One of the benefits of being a country parson is living far away from the glowing lights that disrupt seeing the beauty of the night sky. I mean, my neighborhood is full of street lights, but it isn’t too far a drive to be in the middle of no where with only the Milky Way and the Moon shining brightly overhead. It is a similar scene that the shepherds find themselves in. Night after night they watch over their flocks in the darkness with only the moon and the stars to offer light in the darkness.
It is no wonder then, that they are terrified, literally fearing a mega fear, when one evening the darkness of the night turned into the brightness of the day. Luke tells us that “the glory of the Lord shone around them,” or as the New Living Translation puts it, “the radiance of the Lord’s glory surrounded them.”

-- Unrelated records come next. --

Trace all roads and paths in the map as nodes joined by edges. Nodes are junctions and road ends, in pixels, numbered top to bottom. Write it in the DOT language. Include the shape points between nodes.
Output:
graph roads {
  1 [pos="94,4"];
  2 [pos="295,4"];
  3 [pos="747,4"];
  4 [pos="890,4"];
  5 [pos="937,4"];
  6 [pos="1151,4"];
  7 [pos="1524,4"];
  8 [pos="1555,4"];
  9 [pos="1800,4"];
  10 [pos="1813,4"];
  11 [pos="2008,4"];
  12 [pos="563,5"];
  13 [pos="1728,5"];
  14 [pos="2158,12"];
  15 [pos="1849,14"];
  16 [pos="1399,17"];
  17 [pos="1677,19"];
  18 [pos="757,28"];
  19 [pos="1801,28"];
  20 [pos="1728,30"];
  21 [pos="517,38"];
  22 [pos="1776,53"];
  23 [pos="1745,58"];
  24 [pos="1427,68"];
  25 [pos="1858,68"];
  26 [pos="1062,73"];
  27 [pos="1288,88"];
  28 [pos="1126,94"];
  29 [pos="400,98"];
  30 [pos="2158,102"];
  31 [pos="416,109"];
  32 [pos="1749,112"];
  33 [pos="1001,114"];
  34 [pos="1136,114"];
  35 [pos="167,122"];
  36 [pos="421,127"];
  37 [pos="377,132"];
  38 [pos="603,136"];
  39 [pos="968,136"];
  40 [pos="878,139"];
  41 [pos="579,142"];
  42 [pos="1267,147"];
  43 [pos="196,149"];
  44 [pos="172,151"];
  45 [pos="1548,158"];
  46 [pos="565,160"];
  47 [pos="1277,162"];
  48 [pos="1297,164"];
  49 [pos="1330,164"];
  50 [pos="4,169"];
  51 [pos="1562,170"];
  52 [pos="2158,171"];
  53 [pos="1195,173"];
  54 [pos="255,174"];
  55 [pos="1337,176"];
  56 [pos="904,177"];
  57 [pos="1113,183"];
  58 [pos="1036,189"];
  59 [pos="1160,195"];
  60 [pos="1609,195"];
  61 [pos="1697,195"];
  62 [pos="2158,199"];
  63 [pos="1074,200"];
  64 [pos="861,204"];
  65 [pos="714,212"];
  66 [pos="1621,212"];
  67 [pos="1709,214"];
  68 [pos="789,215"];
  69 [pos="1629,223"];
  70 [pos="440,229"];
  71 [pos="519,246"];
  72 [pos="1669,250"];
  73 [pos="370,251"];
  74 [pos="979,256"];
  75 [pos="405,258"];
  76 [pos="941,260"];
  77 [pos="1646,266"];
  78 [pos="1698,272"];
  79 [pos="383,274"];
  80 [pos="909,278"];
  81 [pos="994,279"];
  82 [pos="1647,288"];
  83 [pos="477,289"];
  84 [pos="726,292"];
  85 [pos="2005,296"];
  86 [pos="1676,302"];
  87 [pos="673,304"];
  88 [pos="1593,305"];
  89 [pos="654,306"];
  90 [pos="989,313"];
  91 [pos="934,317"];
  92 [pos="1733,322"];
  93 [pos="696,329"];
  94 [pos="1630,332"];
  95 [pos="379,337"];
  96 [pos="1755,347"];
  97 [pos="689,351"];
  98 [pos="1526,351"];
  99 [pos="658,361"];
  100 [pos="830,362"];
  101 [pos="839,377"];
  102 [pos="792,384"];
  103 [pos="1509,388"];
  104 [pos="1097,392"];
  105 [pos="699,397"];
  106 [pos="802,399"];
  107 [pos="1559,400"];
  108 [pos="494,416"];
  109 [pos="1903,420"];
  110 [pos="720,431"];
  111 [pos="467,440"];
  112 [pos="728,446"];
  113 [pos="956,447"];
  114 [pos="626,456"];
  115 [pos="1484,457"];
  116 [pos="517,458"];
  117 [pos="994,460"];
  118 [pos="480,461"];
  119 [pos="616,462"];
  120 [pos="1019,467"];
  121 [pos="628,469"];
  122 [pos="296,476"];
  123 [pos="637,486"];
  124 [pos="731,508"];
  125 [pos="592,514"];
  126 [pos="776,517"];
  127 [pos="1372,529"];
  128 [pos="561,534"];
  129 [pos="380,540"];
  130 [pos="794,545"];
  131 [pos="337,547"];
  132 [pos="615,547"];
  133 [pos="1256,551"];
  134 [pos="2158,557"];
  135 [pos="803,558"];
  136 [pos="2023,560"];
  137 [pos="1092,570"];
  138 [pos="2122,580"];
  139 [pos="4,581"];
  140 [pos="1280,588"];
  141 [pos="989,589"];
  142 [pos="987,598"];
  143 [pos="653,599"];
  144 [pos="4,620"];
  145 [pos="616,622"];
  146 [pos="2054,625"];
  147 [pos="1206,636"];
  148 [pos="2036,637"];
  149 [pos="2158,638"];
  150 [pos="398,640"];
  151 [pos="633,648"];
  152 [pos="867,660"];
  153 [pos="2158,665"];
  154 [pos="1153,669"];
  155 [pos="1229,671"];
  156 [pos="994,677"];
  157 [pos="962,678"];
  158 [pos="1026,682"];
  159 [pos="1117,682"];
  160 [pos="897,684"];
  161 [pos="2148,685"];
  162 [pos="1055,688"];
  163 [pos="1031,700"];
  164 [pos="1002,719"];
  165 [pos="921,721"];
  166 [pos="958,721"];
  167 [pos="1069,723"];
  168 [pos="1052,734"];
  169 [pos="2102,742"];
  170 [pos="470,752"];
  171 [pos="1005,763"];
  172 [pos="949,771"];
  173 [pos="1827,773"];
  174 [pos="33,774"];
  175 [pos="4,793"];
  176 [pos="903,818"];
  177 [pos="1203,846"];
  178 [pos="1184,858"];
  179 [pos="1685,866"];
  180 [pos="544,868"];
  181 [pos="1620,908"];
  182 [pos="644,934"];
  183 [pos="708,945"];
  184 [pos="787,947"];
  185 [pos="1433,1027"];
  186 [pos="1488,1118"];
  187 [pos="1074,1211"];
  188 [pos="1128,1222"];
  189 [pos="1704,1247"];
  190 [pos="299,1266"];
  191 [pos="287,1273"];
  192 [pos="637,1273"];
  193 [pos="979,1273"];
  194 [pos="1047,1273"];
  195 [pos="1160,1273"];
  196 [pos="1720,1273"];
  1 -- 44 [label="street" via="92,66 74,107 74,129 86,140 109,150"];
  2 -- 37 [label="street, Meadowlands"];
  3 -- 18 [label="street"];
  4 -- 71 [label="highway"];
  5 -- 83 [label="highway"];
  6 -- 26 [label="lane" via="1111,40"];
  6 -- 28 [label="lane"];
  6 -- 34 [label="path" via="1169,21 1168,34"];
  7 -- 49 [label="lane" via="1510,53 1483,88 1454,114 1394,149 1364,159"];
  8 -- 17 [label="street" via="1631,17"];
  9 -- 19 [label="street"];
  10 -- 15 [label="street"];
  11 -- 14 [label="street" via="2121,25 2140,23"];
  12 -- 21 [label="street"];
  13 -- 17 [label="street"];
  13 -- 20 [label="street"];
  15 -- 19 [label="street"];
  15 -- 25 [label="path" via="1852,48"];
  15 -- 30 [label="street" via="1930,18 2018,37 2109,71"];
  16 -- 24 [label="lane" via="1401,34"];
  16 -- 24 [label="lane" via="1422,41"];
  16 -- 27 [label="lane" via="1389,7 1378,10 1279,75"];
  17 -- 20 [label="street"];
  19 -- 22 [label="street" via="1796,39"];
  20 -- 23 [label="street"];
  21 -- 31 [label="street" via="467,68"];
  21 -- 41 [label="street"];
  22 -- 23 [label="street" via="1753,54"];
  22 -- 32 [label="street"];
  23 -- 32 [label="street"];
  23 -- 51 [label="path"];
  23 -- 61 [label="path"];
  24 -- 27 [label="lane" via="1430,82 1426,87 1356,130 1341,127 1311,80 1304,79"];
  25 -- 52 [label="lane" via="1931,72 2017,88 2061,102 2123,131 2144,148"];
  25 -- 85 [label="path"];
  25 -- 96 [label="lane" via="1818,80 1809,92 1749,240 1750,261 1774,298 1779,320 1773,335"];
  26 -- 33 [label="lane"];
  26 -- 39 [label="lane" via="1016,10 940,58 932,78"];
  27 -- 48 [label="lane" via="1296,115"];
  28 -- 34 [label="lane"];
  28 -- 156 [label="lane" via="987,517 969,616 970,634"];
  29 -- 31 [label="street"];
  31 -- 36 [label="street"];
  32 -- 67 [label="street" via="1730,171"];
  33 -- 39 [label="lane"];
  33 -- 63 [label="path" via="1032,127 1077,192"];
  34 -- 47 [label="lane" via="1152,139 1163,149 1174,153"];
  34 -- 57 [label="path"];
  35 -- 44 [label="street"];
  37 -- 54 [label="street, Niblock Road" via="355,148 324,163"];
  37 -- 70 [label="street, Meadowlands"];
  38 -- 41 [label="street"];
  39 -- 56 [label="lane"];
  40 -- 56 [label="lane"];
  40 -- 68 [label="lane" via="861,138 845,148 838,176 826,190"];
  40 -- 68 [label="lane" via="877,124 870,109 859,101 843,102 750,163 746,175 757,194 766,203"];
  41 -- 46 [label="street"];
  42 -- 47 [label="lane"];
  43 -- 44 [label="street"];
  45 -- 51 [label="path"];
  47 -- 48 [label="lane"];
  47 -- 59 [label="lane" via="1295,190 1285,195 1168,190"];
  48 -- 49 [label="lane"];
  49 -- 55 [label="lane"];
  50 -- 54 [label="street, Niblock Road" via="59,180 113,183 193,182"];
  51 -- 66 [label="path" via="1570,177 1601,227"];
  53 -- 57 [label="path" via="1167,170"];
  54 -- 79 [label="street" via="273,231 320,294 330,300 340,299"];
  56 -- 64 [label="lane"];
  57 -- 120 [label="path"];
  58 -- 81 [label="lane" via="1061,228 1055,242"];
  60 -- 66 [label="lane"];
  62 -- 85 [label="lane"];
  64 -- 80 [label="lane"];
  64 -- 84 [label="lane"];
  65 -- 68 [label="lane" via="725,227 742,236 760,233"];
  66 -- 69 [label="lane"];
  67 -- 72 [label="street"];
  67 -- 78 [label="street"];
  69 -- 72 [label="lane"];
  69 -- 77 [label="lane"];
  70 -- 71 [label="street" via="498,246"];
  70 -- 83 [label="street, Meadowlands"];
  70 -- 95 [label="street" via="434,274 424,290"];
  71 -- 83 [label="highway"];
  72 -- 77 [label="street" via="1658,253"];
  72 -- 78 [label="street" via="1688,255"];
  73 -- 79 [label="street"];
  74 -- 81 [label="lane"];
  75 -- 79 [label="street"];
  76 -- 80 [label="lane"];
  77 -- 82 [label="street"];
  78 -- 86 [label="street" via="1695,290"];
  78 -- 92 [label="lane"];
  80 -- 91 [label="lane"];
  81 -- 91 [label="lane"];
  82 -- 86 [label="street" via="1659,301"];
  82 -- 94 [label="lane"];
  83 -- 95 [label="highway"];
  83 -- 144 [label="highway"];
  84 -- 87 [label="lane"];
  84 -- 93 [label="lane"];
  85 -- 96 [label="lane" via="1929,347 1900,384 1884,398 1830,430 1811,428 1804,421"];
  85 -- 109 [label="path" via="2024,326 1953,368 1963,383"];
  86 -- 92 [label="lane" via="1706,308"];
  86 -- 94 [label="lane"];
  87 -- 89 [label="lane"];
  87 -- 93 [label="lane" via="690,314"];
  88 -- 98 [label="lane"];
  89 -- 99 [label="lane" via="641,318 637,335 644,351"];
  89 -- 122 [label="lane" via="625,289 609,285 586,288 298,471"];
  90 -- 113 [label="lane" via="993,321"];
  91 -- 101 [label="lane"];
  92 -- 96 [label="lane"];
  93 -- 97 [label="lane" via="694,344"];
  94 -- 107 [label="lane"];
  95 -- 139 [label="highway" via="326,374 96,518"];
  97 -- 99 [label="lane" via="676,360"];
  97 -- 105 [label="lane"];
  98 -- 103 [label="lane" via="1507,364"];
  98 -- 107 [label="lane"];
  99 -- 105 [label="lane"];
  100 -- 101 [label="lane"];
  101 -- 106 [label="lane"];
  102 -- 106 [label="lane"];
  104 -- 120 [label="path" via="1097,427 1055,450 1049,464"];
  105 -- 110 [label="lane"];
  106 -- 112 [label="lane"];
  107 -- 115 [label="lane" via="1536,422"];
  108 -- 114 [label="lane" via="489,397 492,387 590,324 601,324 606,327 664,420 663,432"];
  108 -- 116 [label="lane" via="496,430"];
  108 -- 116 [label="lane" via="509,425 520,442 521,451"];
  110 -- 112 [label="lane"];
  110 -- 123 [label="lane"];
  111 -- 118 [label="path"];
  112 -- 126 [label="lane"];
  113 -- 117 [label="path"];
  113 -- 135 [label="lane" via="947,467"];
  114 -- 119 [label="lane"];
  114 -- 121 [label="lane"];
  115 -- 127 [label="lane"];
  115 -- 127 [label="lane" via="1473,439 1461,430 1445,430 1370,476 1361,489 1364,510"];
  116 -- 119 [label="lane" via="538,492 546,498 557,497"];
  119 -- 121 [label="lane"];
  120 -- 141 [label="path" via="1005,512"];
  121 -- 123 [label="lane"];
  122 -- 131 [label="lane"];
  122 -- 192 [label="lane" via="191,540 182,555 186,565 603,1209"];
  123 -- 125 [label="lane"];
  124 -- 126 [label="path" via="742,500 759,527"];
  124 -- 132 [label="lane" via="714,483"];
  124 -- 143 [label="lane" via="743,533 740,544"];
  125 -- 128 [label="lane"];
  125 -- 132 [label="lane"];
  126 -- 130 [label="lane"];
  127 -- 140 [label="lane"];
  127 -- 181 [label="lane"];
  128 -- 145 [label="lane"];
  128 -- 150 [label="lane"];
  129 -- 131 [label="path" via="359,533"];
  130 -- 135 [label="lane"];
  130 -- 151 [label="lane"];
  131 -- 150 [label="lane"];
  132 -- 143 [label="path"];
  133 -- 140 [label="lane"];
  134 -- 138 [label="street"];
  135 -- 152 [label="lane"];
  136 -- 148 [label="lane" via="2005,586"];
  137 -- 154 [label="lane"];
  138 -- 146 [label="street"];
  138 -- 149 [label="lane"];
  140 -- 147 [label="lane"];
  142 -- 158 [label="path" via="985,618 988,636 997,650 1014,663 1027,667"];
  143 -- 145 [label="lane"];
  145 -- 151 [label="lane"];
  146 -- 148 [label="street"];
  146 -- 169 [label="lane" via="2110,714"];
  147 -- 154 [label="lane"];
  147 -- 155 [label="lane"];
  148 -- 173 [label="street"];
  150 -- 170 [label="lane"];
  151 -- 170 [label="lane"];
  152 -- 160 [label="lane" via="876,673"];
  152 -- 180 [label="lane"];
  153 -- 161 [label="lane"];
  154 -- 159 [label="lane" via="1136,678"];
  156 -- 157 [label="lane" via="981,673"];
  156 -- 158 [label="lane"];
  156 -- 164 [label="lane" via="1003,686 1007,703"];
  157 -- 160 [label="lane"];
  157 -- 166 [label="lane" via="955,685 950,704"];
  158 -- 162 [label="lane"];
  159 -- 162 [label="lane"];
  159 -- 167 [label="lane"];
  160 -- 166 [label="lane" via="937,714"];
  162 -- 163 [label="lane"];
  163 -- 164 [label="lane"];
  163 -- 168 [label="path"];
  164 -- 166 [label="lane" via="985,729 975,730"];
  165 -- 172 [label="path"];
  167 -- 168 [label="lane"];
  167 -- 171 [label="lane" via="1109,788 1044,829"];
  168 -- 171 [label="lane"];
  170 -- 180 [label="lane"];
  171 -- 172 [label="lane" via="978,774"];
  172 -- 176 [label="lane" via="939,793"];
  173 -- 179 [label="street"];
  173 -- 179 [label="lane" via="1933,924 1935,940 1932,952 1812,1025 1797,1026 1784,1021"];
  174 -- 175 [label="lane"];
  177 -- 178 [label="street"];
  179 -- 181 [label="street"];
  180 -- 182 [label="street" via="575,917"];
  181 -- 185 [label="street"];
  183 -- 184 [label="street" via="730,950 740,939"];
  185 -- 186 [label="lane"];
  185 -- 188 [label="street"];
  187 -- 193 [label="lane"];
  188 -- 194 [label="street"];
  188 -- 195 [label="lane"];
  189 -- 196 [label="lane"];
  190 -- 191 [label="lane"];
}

Scriptures tells us, on more than one occasion, that one of the promises of God’s future reign is that the sun and moon will no longer be necessary. Instead of outside sources of light, it is the glory of the Lord that will help us to see. It is through the radiance of God that we will one day be able to see the world as God intended it to be. The shepherds got a glimpse of that world, and understandably, were filled with fear. Forty days later, Simeon will hold the baby Jesus and announce, with great joy, that the light to enlighten the nations had come.
The world is, of course, still filled with darkness, but the gift of Christmas, at least one them, is that the light of the world is shining in the darkness. Even when it seems totally dark, and lately it has sort of felt that way what with ISIS, mass shootings, and the sinking level of political discourse, there is a light shining in the darkness: a savior who is Christ the Lord.